那么改革后的付费方式是怎样的呢?城镇职工参保患者与城乡居民基本医疗保险参保患者,二者标准不同。
根据《通知》,城镇职工参保患者付费方式按照参保缴费年限确定。符合大病医疗互助补充保险支付条件的参保患者,连续参保缴费第13个月至第24个月的,个人自付部分由大病医疗互助补充保险承担10%,个人承担90%。
连续参保缴费第25个月至第36个月的,个人自付部分由大病医疗互助补充保险承担20%,个人承担80%。
到了连续缴费第37个月及以后,符合大病医疗互助补充保险支付条件的城镇职工参保患者,自付标准变为1200元/年,不再更改。而不符合大病医疗互助补充保险支付条件的参保患者,自付标准为13200元/年(3300元/治疗期)。
城乡居民参保患者个人自付标准为2200元/年,没有缴费年限的限制。
据该负责人介绍,这之前,定期透析的患者每年要支付15000元到25000元左右的透析费用,改革之后,患者将能每年节省10000元到20000余元的费用。
只能在二级及以下级别
定点医疗机构享受
根据《通知》,这一报销方式对患者费用结算不设报销起付线。
据该负责人解释,在以前,慢性肾脏病患者在成都一、二、三级医院特殊门诊就诊,个人自付的部分都没有纳入保障范围,而且医疗费用分别需要达到200元、400元、800元,才能进行一定额度的报销。现在不再设置报销起付线,只要符合报销标准,哪怕医疗费用不到200元,也可以报销。

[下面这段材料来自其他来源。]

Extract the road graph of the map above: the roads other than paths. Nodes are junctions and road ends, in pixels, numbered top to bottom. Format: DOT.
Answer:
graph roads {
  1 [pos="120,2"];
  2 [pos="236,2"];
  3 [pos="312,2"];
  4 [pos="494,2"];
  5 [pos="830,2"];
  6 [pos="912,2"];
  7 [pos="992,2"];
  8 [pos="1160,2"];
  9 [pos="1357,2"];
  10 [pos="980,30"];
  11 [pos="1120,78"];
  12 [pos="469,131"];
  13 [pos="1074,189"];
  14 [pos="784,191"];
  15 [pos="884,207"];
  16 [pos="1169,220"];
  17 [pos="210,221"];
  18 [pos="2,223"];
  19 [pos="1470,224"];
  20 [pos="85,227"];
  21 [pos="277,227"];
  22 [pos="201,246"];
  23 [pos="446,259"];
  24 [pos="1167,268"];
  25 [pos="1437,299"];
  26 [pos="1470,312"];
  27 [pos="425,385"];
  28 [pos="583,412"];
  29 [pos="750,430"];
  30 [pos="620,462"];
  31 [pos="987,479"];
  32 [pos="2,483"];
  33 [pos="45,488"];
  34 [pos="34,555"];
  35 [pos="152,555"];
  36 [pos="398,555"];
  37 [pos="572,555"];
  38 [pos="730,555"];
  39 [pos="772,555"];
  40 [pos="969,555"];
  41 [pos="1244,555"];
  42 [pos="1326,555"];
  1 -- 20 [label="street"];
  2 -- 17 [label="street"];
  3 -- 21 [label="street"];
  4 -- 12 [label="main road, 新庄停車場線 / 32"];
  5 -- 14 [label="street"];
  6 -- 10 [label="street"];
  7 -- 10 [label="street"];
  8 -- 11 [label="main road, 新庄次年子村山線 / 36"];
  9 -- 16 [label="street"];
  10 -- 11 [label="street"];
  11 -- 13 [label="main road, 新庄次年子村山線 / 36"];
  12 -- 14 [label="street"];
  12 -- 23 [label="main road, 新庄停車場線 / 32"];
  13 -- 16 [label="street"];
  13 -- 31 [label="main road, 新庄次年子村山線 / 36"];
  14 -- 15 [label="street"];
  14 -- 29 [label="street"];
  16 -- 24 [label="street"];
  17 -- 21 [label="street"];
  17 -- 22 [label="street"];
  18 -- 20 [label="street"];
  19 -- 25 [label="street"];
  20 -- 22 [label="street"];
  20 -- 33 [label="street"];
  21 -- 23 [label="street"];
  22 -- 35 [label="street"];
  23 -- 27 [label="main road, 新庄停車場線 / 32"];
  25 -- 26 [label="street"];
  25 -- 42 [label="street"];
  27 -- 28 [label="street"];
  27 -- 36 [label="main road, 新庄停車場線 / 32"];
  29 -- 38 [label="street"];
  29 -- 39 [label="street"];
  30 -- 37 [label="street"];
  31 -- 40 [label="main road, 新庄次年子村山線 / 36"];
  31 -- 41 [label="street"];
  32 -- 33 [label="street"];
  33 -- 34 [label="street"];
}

但值得注意的是,城镇职工、城乡居民基本医疗保险参保人员在三级门诊血透定点医疗机构发生的费用,个人自付部分由个人全额承担。也就是说,去三级门诊血透定点医疗机构透析是不享受此类报销的。
该负责人称,这是为了通过引导门诊血透治疗患者到低级别医疗机构治疗,促进分级诊疗。
不过,根据《通知》,针对本市二、三圈层的区(市)县仅有三级医疗机构开展门诊血透业务的,为方便当地参保患者就近享受低自付定额,允许三级乙等治疗机构申请按照二级治疗机构定额标准结算门诊血透医疗费用。
成都12家
门诊血透
认定机构
以下12家医疗机构为成都市首批确定的门诊血透认定机构:
四川大学华西医院、四川大学华西第二医院、四川省人民医院、成都中医药大学附属医院、四川省肿瘤医院、成都市中西医结合医院(成都市第一人民医院)、成都市第二人民医院、成都市第三人民医院、成都市第六人民医院、成都大学附属医院、解放军成都军区总医院、解放军第四五二医院。